Enough of the grumpy old man lecture, you’re here to find out about how to get cheap gear.   I was on a hillside on a cold day in Glen Affric when I pulled on my trusty jacket, a Pertex shell with fleece lining made by Montane, I’ve had for years.  Then something odd happened I realised I was still cold.  For years that little jacket has kept out the Highland winter with unfailing enthusiasm but now the wind just seemed to be able to find a way through.  Then I thought about it, I must have had that jacket for ten years at least, it had surely earned its right to a comfortable retirement spending its afternoons on the couch watching old East Enders episodes.

Somehow, all my gear conspired to wear out at once.  Once I replaced my jacket my sleeping bag decided to give up the ghost. I just had to buy some new gear.  I’d decided to put off buying a new sleeping bag until next season.  I’m writing in late March and the winter is practically over isn’t it?  We all know the answer to that one.  I’d been secretly coveting a Rab down bag in Go Outdoors (GO) for some time but the price stubbornly remained at £220 and I decided I couldn’t justify that expense right now, another few nights shivering and surely spring would arrive and solve the problem at least until next winter.  If it came down to below £200 I decided I’d go for it.

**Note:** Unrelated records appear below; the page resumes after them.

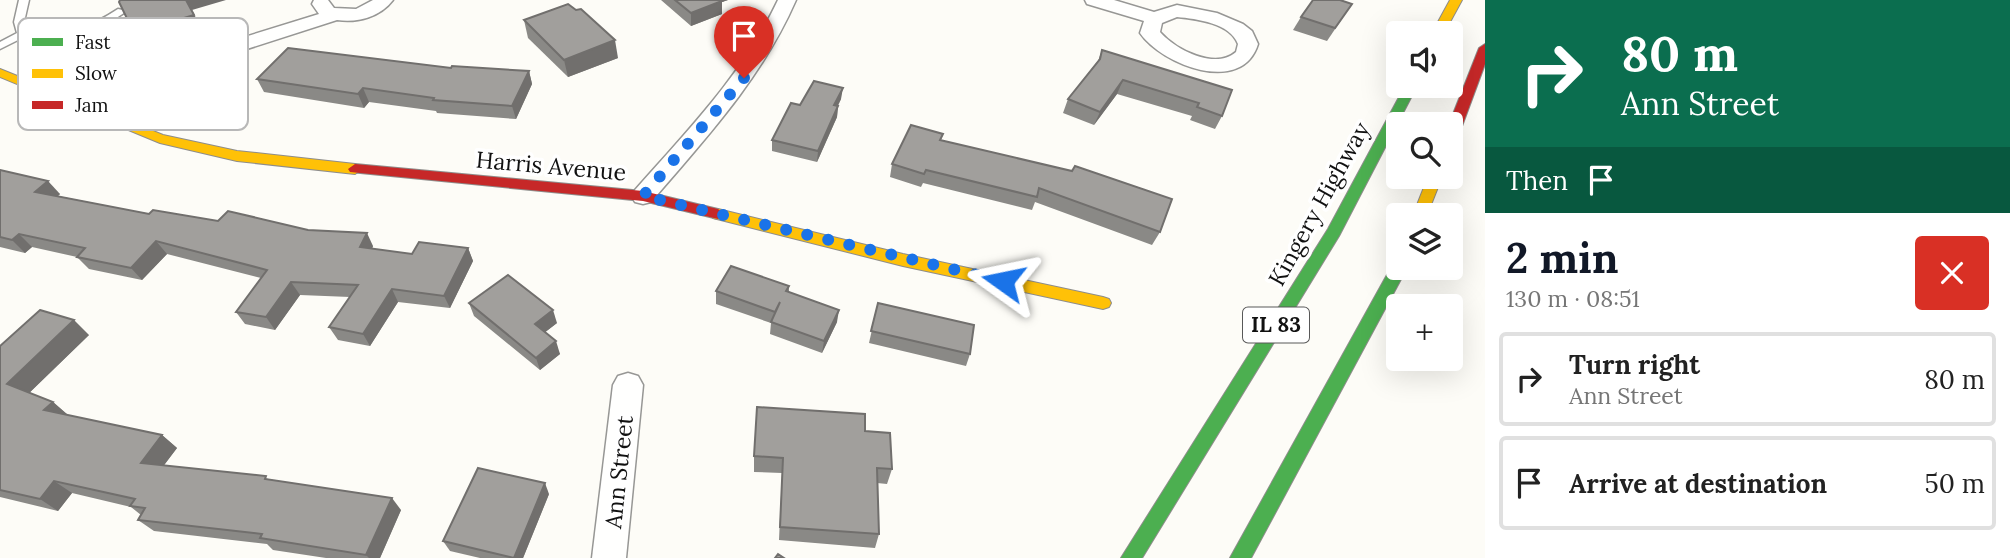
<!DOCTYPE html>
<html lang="en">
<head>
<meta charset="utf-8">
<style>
  :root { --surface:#fff; --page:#f6f6f6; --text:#222; --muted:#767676; --line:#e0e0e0; --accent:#111827 }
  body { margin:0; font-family:Lora,serif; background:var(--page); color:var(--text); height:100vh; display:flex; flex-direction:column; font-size:26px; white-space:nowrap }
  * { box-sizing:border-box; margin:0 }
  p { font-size:23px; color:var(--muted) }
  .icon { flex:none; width:38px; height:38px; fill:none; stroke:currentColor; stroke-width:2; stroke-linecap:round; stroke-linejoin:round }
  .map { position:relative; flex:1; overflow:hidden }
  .side { display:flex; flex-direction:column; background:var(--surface); width:525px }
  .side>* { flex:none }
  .hud { background:#0b6e4f; color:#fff; overflow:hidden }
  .tools { position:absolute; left:1386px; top:21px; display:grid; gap:14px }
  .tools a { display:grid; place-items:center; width:77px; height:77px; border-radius:7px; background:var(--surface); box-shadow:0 7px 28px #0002; font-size:35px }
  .pin { position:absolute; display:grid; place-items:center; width:60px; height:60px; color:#fff; margin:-72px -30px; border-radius:50% 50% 50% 0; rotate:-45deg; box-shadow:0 0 7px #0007 }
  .pin .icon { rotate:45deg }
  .me { position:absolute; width:77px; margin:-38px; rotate:282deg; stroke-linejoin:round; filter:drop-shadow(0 0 5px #0008) }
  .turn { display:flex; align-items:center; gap:24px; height:147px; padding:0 21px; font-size:32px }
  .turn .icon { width:91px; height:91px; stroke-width:2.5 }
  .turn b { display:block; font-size:49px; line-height:60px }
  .then { display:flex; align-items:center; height:66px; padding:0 21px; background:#0003; gap:14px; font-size:26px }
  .round { display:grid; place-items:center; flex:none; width:74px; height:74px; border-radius:7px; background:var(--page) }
  .overview { display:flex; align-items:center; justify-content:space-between; height:119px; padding:0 21px }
  h1 { font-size:42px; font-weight:700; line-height:52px; color:var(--accent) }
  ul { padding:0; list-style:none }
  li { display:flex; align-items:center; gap:21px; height:94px; margin:0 14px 10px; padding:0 7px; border:4px solid var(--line); border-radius:7px }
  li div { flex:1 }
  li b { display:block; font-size:26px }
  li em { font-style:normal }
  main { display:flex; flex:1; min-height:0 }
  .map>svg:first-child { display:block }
</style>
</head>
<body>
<main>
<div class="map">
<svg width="1485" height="558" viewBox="0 0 1485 558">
  <rect width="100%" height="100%" fill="#fdfcf7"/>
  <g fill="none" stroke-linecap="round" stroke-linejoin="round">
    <!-- lane casing -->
    <g stroke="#979795" stroke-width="3">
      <path id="lane" d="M 19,0 L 29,0 L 24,22 L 28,32 C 60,40 92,26 118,9 L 127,11 L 104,26 L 78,36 L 48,41 L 24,37 L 0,49 L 0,42 L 17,33 L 14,22 Z"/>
    </g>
    <!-- street casing -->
    <g stroke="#979795" stroke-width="3">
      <g id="street">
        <path d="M 314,0 L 328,0 L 334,8 L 356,9 L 373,0 L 393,0 C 380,17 358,23 337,20 L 70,106 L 54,106 L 51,101 L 54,96 L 319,14 L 312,4 Z"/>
        <path d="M 778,0 L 796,0 C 762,78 706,138 651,202 L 643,204 L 635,202 L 631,196 L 635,190 C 688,130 743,74 778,0 Z"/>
        <path d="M 1085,0 L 1114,0 L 1154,12 L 1177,5 L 1217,13 L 1243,24 L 1252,31 L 1258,44 C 1242,96 1162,65 1140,33 L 1144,21 L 1087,4 ZM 1177,17 C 1197,19 1230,23 1238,44 L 1236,52 C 1215,70 1176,50 1160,32 L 1162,23 Z"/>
        <path d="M 628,373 L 638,376 L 643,385 L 626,558 L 592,558 L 613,385 L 618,376 Z"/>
      </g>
    </g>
    <!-- fast casing -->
    <g stroke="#8e8d8b" stroke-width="2">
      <g id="fast">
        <path d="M 1405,86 L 1417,86 L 1339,236 L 1142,558 L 1121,558 L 1328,229 Z"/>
        <path d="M 1398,262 L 1398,268 L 1407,268 L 1251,558 L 1230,558 L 1393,264 Z"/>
      </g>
    </g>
    <!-- slow casing -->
    <g stroke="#8e8d8b" stroke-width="2">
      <g id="slow">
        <path d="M 1450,0 L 1462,0 L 1444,33 L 1432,33 Z"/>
        <path d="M 0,69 L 163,135 L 237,151 L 355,164 L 362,169 L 355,174 L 237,161 L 160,143 L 0,77 Z"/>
        <path d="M 1428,177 L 1442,177 L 1427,215 L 1413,215 Z"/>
        <path d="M 718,209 L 903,254 L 1103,297 L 1109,299 L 1111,303 L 1109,307 L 1103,309 L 903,266 L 713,218 L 711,214 L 713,210 Z"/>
      </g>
    </g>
    <!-- jam casing -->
    <g stroke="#8e8d8b" stroke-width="2">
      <g id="jam">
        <path d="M 1485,44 L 1485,64 L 1458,137 L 1451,141 L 1449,124 L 1479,48 Z"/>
        <path d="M 355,164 L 643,191 L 718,209 L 725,214 L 718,219 L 643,201 L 350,172 L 348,169 Z"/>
      </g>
    </g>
    <!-- lane -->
    <use href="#lane" fill="#fffffe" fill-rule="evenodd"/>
    <!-- street -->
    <use href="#street" fill="#fffffe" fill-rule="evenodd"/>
    <!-- fast -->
    <use href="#fast" fill="#4caf50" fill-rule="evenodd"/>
    <!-- slow -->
    <use href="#slow" fill="#ffc107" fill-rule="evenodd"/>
    <!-- jam -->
    <use href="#jam" fill="#c62828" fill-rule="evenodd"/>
  </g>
  <!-- wall -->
  <g fill="#8a8986">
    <path d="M 661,0 L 728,0 L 722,2 L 722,14 L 691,26 Z"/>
    <path d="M 1352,4 L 1327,41 L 1293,30 L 1301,17 Z"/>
    <path d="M 524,20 L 618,58 L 568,77 L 528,38 Z"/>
    <path d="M 1102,50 L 1222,116 L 1215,129 L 1190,120 L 1192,116 L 1117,94 L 1094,125 L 1063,113 L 1068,99 L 1098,61 Z"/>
    <path d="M 451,68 L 529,71 L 532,84 L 516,119 L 437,113 L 436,111 L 369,102 L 364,108 L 264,92 L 257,79 Z"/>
    <path d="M 841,99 L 838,106 L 837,117 L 817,162 L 772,151 L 772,140 L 800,105 Z"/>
    <path d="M 943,134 L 941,140 L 1160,232 L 1152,245 L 1035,202 L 1032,210 L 923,183 L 921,187 L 890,177 L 892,164 Z"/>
    <path d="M 0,170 L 60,194 L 58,196 L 149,214 L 218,221 L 373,246 L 372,249 L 412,254 L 468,248 L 473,261 L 450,308 L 398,302 L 370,346 L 338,340 L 329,327 L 350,297 L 300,295 L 275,330 L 245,324 L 236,312 L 261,278 L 167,254 L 142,280 L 89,269 L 77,257 L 32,247 L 25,253 L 0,247 Z"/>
    <path d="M 789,286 L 789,292 L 837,322 L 822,353 L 770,334 L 771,323 L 716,304 L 716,291 Z"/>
    <path d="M 469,303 L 557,323 L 545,332 L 560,354 L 540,370 L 474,316 Z"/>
    <path d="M 878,303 L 970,354 L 966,366 L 869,343 Z"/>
    <path d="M 89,335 L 29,393 L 53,402 L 68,415 L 162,435 L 177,448 L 163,466 L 269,479 L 401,510 L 380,558 L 326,558 L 273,550 L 267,544 L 154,531 L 138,520 L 141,515 L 131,507 L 72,493 L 58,511 L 0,497 L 0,346 Z"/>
    <path d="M 865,431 L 892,469 L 887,484 L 877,483 L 879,534 L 875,548 L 779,540 L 782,473 L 754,472 L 754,456 Z"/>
    <path d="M 549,494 L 523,558 L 480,558 L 450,551 L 443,541 Z"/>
  </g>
  <!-- shaded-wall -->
  <g fill="#716f6d">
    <path d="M 186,0 L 226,0 L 192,10 L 201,28 L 142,46 L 134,33 Z"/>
    <path d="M 712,0 L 728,0 L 722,2 L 722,14 L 691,26 L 691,13 Z"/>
    <path d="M 615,40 L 618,58 L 568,77 L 564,60 Z"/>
    <path d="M 529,71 L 532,84 L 516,119 L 512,106 Z"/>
    <path d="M 1123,80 L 1117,94 L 1094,125 L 1100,112 Z"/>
    <path d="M 363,88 L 369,102 L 364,108 L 358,94 Z"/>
    <path d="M 843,88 L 841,99 L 832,116 L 834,105 Z"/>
    <path d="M 838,106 L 837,117 L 817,162 L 818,151 Z"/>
    <path d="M 48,181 L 60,194 L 47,205 L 35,192 Z"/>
    <path d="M 367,233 L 373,246 L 367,260 L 360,247 Z"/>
    <path d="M 19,234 L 32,247 L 25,253 L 12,240 Z"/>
    <path d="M 156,241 L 167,254 L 142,280 L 131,268 Z"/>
    <path d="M 468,248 L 473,261 L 450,308 L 444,296 Z"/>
    <path d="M 291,282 L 300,295 L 275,330 L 266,317 Z"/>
    <path d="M 392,289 L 398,302 L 370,346 L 363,334 Z"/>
    <path d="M 553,310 L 557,323 L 539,337 L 535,324 Z"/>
    <path d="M 839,310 L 837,322 L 822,353 L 824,341 Z"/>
    <path d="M 74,320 L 89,335 L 24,398 L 7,384 Z"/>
    <path d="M 556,341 L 560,354 L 540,370 L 536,358 Z"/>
    <path d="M 53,402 L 69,416 L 44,410 Z"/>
    <path d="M 162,435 L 177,448 L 156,476 L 141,463 Z"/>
    <path d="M 54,481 L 72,493 L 58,511 L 40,499 Z"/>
    <path d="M 545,483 L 549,494 L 523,558 L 514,558 Z"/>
    <path d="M 392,498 L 401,510 L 380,558 L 369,558 L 366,555 Z"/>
  </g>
  <!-- building -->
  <g fill="#a19f9c" stroke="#716f6d" stroke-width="2">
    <path d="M 120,0 L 186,0 L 194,15 L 134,33 L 119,2 Z"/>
    <path d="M 675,0 L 720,0 L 722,1 L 691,13 Z"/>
    <path d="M 1313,0 L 1340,0 L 1352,4 L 1335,28 L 1301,17 Z"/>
    <path d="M 568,4 L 576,10 L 581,9 L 615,40 L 564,60 L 524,20 Z"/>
    <path d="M 288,48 L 451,68 L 452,66 L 529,71 L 512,106 L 433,100 L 434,98 L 363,88 L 358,94 L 257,79 Z"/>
    <path d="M 1102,50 L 1232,90 L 1222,116 L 1197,107 L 1199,103 L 1123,80 L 1100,112 L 1068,99 L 1100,59 Z"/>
    <path d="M 814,81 L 843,88 L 834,105 L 838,106 L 818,151 L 772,140 L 791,103 L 800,105 Z"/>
    <path d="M 911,125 L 943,134 L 940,140 L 1072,171 L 1075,166 L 1172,199 L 1160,232 L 1039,188 L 1037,197 L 926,170 L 924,174 L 892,164 Z"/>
    <path d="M 0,170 L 48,181 L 35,192 L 149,214 L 153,210 L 218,221 L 228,211 L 308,230 L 367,233 L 360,247 L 412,254 L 419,242 L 468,248 L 444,296 L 392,289 L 363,334 L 329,327 L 358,285 L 291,282 L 266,317 L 236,312 L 267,270 L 156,241 L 131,268 L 77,257 L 85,248 L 19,234 L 12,240 L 0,237 Z"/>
    <path d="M 731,266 L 789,286 L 786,291 L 839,310 L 824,341 L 771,322 L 780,302 L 775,312 L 716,291 Z"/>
    <path d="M 508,275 L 553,310 L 535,324 L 556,341 L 536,358 L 469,303 Z"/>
    <path d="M 878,303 L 974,325 L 970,354 L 871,331 Z"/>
    <path d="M 40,310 L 74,320 L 7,384 L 53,402 L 44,410 L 162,435 L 141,463 L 266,476 L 265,479 L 392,498 L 366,555 L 260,538 L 262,534 L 138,520 L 145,508 L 130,506 L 135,499 L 54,481 L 40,499 L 0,490 L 0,346 Z"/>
    <path d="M 757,407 L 865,414 L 865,431 L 890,433 L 892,469 L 877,468 L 879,534 L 780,527 L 783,458 L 754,456 Z"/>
    <path d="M 478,468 L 545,483 L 514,558 L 443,541 Z"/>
    <path d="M 778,554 L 784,558 L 775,558 Z"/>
  </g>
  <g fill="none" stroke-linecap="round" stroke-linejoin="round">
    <!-- route -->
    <path stroke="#1a73e8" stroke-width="12" stroke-dasharray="0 21.6" d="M 744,78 L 643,196 L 1003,281"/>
  </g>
  <g text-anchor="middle" stroke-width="7" stroke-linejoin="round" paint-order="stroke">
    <!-- shield labels -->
    <rect fill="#fff" stroke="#585858" stroke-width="2" x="1243" y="307.5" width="66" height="35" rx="5"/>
    <g font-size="21" font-weight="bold" fill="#111">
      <text x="1276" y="332">IL 83</text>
    </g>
    <!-- street labels -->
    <g font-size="23" fill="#111" stroke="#fff">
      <text transform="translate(551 166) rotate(5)" y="8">Harris Avenue</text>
      <text transform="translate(1319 204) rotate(-61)" y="8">Kingery Highway</text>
      <text transform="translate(619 472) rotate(-84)" y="8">Ann Street</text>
    </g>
  </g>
  <!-- legend -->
  <rect x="18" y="18" width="230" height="112" rx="10" fill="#fff" stroke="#b8b8b8" stroke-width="2"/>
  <rect x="32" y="38" width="31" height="8" fill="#4caf50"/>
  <rect x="32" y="69" width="31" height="9" fill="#ffc107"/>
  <rect x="32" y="101" width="31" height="8" fill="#c62828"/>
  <g font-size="19" fill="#111">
    <text x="75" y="49">Fast</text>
    <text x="75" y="80">Slow</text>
    <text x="75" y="112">Jam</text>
  </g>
</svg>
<div class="tools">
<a><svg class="icon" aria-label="sound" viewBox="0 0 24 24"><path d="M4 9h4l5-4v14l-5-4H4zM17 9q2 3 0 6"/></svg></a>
<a><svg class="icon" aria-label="search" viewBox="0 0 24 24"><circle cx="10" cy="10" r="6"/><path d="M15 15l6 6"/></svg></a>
<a><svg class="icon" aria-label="layers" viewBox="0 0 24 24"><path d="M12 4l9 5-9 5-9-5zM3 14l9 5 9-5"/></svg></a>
<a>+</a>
</div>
<div class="pin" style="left:744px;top:78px;background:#d93025"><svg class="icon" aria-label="arrive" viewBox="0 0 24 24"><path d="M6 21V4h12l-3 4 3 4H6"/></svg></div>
<svg class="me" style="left:1003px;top:281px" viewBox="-20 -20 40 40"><path d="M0-17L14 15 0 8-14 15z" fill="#1a73e8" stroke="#fff" stroke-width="4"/></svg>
</div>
<section class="side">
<div class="hud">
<div class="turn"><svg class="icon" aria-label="right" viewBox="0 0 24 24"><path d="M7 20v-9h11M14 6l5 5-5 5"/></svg><div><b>80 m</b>Ann Street</div></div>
<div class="then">Then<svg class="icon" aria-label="arrive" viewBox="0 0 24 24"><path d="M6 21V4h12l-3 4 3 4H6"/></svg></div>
</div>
<div class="overview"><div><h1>2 min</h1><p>130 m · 08:51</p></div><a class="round" style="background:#d93025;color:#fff"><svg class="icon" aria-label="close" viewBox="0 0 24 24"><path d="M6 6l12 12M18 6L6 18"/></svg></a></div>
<ul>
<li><svg class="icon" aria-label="right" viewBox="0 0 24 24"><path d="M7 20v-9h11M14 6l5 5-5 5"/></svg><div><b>Turn right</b><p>Ann Street</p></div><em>80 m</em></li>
<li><svg class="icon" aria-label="arrive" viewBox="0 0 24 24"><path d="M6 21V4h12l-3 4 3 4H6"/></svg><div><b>Arrive at destination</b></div><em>50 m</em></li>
</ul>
</section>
</main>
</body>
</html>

Then I spotted that GO have this price challenge thing (I’m sure other stores do it too).  If you can find something cheaper elsewhere they’ll beat the cost by 10%.  Here’s where the technology comes in, I started to search on my little tablet for cheaper prices.  I found a couple but the bag wasn’t in stock.  Then the tablet, which is much smarter than me, took over. “Why don’t you use this handy App?”  It piped up.  I’m not too sure what an App is but I thought well I’ll give it a go.  I downloaded an App called Twenga, I’m sure there’s others, it may not be the best.  Off it went searching the Internet for a cheaper price, sniffing around like a Jack Russell in search of rats.

Then up it popped, a supplier called Tower Ridge (only fair to give them some credit) had the bag for £200.  I phoned GO head, office explained my find, and they cheerfully sent me an email entitling me to get the bag at my local store for £180.  Result I think!  I saved £40 without rising from the couch.

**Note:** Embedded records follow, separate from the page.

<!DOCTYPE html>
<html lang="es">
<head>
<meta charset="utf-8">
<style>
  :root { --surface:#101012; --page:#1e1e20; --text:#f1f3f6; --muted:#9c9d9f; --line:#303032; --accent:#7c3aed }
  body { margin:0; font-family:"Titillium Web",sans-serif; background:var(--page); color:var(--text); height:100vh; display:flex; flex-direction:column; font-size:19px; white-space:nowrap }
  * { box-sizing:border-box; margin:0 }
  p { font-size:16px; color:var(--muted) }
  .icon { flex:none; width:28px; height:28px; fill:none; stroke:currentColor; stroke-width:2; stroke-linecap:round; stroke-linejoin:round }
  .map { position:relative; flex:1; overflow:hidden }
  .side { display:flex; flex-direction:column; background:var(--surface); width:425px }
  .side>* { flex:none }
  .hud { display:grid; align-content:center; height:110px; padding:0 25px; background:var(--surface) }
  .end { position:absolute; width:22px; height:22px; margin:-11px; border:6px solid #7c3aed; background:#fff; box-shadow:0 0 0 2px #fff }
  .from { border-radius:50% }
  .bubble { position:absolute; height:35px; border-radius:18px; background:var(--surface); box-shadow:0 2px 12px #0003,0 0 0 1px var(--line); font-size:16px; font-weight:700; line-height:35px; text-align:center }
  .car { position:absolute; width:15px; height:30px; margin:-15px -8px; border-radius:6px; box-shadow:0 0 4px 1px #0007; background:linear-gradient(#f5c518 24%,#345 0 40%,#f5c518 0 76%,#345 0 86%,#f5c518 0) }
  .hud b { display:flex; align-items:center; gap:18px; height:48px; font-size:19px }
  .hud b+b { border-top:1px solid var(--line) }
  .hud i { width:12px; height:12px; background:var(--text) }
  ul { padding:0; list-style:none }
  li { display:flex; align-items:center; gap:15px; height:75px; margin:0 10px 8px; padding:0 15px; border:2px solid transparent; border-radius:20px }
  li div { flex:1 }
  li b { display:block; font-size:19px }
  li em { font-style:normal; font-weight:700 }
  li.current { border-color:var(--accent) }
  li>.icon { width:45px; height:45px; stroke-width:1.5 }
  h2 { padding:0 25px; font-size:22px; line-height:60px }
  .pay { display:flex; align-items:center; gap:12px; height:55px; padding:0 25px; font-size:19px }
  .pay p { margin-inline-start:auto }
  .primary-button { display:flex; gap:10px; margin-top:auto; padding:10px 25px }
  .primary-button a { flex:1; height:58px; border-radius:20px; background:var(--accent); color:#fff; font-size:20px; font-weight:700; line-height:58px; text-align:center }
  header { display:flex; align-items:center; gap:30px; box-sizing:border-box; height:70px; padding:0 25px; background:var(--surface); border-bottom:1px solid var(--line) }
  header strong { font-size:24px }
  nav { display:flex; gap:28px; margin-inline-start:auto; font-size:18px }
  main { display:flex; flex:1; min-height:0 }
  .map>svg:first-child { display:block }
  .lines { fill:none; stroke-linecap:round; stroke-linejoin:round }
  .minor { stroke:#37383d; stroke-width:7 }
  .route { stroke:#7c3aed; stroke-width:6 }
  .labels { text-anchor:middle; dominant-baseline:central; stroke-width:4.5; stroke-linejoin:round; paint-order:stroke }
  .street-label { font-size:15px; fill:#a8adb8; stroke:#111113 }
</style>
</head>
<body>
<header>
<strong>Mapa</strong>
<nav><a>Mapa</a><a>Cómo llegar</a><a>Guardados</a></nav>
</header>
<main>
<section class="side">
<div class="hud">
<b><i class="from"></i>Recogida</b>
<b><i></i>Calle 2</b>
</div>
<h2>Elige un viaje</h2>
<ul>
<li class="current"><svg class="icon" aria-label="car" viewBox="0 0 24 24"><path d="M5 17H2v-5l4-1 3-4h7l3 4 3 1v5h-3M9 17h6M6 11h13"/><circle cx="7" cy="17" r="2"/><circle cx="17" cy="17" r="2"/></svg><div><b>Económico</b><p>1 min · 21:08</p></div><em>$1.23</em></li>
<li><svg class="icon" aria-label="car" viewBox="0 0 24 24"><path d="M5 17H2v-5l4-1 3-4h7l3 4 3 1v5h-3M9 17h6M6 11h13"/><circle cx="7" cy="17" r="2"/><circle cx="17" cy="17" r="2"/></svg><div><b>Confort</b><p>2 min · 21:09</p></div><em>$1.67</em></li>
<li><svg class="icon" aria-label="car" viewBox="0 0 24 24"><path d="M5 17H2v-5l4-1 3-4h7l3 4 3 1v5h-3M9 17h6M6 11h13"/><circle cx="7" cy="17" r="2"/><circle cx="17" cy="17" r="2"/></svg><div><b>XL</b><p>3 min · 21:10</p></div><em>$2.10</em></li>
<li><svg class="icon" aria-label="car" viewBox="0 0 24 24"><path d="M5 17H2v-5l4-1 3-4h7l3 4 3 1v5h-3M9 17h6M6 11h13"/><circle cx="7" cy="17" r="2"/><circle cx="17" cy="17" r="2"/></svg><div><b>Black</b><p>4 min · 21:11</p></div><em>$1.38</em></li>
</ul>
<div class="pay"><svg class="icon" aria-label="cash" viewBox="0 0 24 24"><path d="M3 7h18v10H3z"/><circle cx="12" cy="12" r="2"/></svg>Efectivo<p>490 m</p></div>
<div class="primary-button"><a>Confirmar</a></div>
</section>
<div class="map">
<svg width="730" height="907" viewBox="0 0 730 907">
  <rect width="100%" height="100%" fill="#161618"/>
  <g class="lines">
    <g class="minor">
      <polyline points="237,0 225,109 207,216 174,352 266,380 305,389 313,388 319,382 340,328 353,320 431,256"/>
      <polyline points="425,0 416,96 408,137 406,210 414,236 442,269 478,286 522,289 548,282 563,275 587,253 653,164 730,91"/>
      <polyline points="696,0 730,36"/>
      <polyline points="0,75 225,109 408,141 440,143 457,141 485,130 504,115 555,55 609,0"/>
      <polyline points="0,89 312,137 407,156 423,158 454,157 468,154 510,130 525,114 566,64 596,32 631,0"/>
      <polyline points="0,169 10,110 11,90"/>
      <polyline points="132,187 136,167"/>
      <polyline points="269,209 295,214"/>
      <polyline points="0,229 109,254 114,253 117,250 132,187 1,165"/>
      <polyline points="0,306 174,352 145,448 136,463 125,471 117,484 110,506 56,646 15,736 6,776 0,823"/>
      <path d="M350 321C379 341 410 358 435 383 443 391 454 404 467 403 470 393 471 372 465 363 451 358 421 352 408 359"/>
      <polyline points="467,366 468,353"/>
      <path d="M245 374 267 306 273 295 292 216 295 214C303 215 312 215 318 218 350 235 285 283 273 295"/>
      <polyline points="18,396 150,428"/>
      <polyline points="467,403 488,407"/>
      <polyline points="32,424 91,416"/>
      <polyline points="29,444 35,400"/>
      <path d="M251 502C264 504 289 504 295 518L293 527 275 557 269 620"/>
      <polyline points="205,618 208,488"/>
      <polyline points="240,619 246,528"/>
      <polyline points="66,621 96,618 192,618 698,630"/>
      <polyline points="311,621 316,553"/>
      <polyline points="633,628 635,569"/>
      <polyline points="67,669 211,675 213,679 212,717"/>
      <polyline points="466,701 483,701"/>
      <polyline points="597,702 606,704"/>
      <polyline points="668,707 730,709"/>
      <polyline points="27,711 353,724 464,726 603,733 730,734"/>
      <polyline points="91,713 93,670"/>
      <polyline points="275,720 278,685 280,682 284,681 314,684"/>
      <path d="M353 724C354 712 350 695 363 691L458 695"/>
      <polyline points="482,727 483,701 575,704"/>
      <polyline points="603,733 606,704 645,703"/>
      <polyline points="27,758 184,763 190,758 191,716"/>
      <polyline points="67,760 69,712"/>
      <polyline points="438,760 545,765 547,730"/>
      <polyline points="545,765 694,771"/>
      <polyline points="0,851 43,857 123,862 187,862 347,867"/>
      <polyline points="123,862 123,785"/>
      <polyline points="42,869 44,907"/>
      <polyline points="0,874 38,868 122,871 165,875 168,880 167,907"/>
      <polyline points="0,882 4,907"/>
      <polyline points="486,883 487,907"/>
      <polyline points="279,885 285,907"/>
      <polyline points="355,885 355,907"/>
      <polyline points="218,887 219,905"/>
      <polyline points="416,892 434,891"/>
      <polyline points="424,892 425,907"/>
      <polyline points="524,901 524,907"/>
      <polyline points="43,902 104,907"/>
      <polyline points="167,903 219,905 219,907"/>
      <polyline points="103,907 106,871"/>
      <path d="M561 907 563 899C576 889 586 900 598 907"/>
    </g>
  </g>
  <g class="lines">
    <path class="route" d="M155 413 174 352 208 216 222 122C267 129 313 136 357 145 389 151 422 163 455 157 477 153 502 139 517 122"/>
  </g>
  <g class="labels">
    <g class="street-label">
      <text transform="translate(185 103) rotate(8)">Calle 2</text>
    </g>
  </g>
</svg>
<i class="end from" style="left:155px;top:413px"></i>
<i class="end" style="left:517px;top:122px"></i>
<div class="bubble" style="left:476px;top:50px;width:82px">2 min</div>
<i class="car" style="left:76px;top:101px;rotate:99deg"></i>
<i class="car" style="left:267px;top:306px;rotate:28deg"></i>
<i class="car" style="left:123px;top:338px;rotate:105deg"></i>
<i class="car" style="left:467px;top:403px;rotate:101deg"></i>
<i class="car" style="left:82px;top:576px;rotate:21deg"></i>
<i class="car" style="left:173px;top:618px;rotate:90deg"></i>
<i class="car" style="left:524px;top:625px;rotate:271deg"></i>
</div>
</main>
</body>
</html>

Before anyone gets the wrong idea I’m not sponsored by anyone and nobody gives me free gear.  That’s not to say if you happen to be reading this and you are the marketing manager for some company I couldn’t perhaps be tempted from the straight and narrow.

(Please, please, I’ll say anything you want!)

I know this is not my usual blog and there’s no stirring accounts of encounters with freezing bothy monsters but forty quid’s worth shouting about, don’t you think?